*WHAT IS BEING ASKED:* Count up the lines below in which the string "place" appears. The reply should be that number alone.

*PROVIDED RECORDS:*
- Opening Delimiter -
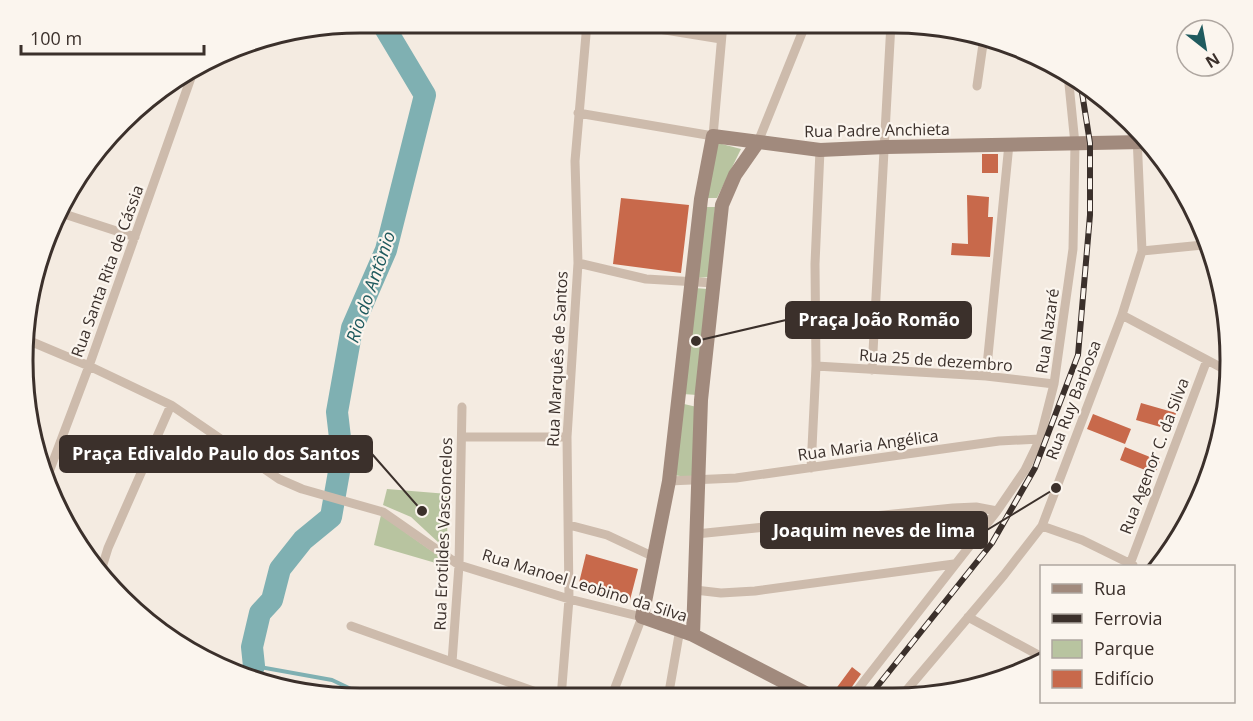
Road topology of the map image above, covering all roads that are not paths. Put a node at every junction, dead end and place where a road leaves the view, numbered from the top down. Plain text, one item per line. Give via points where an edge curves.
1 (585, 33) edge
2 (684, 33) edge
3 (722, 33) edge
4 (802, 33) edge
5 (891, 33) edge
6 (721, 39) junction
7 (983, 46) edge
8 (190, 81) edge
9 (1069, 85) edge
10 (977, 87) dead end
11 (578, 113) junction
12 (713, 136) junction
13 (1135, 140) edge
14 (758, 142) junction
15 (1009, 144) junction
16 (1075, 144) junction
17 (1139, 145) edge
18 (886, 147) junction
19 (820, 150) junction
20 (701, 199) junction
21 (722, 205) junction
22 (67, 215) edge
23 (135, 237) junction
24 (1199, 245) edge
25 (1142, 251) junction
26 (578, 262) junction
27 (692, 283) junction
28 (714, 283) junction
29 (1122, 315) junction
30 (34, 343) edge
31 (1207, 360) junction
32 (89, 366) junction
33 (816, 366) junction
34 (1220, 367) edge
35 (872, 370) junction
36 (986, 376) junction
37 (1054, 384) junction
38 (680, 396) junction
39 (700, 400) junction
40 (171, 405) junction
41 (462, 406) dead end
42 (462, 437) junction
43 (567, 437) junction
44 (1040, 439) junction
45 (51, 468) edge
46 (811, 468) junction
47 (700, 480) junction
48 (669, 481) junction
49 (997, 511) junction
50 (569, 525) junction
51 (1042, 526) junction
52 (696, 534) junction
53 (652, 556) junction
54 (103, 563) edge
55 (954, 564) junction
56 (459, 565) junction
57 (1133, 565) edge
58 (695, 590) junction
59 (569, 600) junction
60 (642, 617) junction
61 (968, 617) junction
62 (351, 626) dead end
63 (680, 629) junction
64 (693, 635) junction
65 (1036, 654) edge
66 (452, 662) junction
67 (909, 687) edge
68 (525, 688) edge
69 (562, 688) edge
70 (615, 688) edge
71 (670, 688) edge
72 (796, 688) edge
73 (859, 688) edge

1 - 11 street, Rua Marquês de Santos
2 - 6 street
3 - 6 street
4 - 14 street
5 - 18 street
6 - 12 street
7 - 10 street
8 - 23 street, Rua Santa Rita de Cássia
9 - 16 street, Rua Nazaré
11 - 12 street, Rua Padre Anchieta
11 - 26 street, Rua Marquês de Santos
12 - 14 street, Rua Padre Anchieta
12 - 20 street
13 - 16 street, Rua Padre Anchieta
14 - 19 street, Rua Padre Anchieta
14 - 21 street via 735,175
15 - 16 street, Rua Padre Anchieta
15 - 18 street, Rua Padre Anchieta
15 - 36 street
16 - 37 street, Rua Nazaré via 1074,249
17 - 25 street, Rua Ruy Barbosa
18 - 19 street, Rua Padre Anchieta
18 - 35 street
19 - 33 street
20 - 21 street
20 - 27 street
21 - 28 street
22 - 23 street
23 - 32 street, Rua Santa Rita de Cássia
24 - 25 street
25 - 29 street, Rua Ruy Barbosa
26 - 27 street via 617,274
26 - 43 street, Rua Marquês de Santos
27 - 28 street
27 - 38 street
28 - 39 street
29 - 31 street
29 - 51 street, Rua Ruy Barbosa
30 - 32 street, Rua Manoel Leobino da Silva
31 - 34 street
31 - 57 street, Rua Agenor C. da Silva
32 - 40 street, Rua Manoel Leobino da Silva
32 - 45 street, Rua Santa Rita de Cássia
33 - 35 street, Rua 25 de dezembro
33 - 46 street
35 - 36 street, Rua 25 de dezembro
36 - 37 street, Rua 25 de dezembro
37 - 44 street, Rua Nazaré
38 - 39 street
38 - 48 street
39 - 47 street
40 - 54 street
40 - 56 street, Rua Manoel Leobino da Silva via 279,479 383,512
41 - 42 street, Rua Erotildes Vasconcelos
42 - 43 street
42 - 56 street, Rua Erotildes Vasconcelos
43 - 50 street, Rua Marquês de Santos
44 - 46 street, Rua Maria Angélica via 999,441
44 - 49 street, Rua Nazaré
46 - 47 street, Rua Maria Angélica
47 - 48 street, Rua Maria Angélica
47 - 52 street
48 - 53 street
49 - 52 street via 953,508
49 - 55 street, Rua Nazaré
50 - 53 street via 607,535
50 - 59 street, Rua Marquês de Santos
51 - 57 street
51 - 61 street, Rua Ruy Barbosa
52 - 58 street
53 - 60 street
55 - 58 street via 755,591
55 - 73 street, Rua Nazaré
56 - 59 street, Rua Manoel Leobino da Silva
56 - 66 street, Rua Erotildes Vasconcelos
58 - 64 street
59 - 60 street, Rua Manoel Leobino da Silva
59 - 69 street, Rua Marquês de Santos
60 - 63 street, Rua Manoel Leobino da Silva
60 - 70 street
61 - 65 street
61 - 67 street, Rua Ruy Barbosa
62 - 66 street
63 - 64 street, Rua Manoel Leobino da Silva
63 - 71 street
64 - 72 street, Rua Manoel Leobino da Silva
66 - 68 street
- Closing Delimiter -
- Opening Delimiter -
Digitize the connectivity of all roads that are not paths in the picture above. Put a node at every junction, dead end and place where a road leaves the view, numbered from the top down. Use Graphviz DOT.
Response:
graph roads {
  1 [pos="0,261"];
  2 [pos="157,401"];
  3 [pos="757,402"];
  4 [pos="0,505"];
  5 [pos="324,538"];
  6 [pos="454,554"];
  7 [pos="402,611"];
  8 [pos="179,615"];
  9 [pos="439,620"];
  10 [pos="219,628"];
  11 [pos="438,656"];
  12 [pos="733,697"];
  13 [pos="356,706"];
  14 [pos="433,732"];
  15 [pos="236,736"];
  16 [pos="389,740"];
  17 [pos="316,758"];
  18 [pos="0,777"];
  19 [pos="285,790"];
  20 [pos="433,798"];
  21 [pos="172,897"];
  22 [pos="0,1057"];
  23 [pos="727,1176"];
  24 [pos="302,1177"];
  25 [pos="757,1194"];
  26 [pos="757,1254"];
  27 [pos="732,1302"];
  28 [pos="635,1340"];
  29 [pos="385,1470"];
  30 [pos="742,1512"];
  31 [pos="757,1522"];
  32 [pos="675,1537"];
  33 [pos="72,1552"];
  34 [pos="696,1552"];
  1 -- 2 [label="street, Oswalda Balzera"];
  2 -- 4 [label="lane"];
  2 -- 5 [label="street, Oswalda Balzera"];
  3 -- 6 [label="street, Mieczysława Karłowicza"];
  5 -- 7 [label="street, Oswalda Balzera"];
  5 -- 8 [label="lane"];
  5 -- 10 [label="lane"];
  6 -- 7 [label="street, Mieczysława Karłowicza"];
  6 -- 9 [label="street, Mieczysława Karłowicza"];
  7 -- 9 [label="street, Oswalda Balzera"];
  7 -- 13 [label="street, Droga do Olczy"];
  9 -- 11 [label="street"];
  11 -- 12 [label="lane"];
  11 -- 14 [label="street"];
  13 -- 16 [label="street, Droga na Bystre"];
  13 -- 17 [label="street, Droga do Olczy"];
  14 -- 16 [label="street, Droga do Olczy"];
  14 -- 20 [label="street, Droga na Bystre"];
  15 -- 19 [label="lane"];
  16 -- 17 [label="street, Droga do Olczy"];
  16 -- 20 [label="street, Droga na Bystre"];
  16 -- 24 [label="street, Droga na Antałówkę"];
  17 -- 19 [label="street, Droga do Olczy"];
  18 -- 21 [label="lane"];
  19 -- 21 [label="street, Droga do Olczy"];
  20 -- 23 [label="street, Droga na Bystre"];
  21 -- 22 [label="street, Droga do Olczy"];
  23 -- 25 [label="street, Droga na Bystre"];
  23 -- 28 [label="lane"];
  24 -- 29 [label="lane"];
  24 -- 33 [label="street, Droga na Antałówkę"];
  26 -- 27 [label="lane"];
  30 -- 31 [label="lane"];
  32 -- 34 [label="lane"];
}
- Closing Delimiter -
*OUTPUT:* 2